Śledztwo po doniesieniach dziennikarzy

Postępowanie dotyczy politycznych reklam publikowanych na Facebooku, promujących Rafała Trzaskowskiego i uderzających w jego rywali. Skalę użytych środków i przedsięwzięć w sieci - kilkaset tysięcy złotych z węgiersko-austriackiej firmy Estratos - ujawnili Wojciech Mucha, a za nim Patryk Słowik i Szymon Jadczak. Za emisją tych treści, które miały wywrzeć wpływ na internautów, stali pracownik oraz wolontariusze fundacji Akcja Demokracja.
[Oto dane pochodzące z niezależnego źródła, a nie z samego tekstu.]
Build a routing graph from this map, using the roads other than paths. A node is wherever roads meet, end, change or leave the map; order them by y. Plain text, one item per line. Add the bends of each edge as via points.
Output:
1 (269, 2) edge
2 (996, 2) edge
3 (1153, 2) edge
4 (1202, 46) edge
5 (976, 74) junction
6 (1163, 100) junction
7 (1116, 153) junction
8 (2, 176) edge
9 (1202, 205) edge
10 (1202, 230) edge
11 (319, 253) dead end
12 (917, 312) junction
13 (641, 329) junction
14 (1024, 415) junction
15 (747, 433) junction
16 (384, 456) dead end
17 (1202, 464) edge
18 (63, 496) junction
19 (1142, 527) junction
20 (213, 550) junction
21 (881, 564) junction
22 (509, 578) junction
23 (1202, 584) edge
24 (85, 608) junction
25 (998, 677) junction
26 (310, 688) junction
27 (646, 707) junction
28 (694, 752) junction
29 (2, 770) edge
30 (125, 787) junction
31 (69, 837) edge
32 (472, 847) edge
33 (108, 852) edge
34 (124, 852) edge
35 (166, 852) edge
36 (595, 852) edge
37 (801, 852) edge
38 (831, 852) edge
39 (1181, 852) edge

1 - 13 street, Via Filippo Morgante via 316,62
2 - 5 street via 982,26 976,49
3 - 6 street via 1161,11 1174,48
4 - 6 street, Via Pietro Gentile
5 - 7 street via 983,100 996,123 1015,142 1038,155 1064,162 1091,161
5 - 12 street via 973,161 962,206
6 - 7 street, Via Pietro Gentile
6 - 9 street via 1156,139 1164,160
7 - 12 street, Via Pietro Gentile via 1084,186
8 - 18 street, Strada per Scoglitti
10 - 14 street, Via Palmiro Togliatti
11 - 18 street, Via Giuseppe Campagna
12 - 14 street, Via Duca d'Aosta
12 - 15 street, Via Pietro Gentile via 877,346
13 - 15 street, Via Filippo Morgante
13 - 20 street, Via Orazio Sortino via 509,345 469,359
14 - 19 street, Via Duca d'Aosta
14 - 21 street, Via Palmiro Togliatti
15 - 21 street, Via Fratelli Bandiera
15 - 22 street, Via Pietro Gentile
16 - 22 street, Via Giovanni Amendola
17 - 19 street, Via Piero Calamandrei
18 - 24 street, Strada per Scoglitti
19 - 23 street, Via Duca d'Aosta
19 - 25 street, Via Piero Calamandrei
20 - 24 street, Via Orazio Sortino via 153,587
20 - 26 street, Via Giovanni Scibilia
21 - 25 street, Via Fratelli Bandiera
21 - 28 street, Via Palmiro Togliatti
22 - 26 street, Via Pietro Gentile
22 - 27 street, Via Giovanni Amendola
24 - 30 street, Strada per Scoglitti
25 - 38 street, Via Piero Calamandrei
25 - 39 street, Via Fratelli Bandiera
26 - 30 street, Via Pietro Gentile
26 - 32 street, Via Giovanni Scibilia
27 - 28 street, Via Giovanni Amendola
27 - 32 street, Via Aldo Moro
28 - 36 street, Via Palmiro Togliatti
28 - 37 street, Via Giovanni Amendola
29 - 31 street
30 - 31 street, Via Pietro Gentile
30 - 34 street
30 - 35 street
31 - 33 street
Spoty promował na swoich kanałach Jakub Kocjan, prezes organizacji. 

Sprawa trafiła do Prokuratury Krajowej w maju z Agencji Bezpieczeństwa Wewnętrznego. Po analizie przekazanych materiałów oraz uzupełnieniu ich o dane z NASK (Naukowa i Akademicka Sieć Komputerowa), 9 czerwca prokurator formalnie wszczął śledztwo - poinformował rzecznik Prokuratury Krajowej, Przemysław Nowak. NASK zidentyfikowała nielegalny wpływ na wybory, ale w pierwszym komunikacie w maju oświadczyła, że dotyczył on zarówno Rafała Trzaskowskiego, jak i Karola Nawrockiego oraz Sławomira Mentzena.

Do tej pory instytucja nie ujawniła raportu w sprawie afery. Za to tuż przed drugą turą wyborów prezydenckich, na kilkanaście godzin przed ciszą wyborczą, z NASK wypłynęły wyliczenia do portalu TVN24, dotyczące CitizenGo - na Facebooku profil wydał kilkadziesiąt złotych na kilkugodzinną promocję Nawrockiego i Mentzena.  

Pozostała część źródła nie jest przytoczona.